Gravitational Waves and neutrinos in Japan!

kamiokande (Photo: Kamioka Observatory, ICRR (Institute for Cosmic Ray Research),The University of Tokyo)

You know these gazillions of infinitely small invisible particles constantly flowing through us and our Earth? Some of them from our sun or other stars, others still falling from the Big Bang.Sometimes they interact with other particles, and that’s when you can spot them, and even see if they’re from our sun or other cosmic rays.

One of my biggest inspirations on how to visualize abstract phenomenons (not least for the performance “Gravitational Lensing”) is the neutrino observatory SuperKamiokande in Japan.

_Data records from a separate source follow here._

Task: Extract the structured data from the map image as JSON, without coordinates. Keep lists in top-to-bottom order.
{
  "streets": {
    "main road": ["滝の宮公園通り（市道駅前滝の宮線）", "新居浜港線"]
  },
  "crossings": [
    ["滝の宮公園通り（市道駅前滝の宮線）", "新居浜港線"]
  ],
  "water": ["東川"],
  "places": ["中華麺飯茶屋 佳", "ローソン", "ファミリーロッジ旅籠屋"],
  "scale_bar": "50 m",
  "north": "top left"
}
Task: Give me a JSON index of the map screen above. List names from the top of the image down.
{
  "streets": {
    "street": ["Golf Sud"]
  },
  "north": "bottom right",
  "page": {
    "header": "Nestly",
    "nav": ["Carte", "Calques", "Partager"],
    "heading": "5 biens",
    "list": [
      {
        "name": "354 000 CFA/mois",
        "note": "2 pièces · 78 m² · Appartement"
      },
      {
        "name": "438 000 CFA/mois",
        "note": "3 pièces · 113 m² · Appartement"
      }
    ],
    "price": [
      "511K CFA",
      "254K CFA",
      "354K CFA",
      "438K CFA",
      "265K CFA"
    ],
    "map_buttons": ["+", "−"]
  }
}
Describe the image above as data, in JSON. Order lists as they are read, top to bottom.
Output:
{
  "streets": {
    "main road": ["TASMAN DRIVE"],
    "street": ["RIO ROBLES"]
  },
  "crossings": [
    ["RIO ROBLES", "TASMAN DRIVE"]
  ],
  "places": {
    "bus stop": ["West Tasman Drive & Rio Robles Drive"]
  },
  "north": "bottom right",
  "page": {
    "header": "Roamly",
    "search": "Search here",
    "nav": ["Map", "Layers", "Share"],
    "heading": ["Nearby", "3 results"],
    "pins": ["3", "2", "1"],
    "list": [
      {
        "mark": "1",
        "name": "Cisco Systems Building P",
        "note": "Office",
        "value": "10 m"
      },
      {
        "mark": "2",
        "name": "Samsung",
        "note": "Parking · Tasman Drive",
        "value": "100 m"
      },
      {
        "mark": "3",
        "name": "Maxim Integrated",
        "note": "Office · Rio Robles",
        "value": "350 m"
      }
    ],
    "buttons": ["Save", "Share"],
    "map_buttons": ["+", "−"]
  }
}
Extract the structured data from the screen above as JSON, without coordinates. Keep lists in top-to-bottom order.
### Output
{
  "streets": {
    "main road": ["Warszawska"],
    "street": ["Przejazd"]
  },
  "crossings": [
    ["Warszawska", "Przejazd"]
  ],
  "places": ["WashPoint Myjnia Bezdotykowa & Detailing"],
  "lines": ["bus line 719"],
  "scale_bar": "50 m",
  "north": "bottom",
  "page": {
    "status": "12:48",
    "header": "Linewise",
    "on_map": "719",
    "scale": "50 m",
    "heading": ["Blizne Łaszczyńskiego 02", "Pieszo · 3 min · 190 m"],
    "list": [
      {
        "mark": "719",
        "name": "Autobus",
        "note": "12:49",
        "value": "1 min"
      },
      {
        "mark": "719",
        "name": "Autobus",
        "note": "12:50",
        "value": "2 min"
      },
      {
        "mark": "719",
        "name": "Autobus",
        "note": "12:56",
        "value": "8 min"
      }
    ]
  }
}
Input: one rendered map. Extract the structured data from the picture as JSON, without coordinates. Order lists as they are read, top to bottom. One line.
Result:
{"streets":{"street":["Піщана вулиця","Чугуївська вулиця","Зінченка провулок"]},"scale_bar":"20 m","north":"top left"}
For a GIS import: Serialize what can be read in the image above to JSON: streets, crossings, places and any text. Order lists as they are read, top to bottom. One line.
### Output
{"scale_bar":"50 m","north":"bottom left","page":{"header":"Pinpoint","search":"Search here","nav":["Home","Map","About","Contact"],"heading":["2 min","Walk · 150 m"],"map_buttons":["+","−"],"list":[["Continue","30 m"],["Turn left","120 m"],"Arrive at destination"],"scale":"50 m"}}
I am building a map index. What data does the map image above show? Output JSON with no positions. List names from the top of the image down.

I was lucky enough to visit there this May as part of my research, since they also have a project called KAGRA (Kamioka Gravitational Wave Detector) in the same mountain. You see the amazingly beautiful tank in the picture on top of this post. It’s 1000 meters below ground, and works like a giant Cherenkov detector. The 11146 handblown photo multipliers are lit up by the hits and interaction from the neutrinos.

Since the tank is filled with 50000 tons of water you can’t enter it, but I was on top of it, avoiding touching any buttons or stumbling on cables and servers collecting data for the realtime monitor. Maybe this quick clip gives you an idea of the amount of neatly put cables…

The events are constantly watched and interpreted on the realtime monitor in the control room, here by James Imber and my happy focused face…


You can follow the monitor in realtime online, but be patient; ungraspable numbers of particles pass every second, but only a couple interact during every 24 hours.

GRAVITATIONAL WAVES are tricky to spot aswell.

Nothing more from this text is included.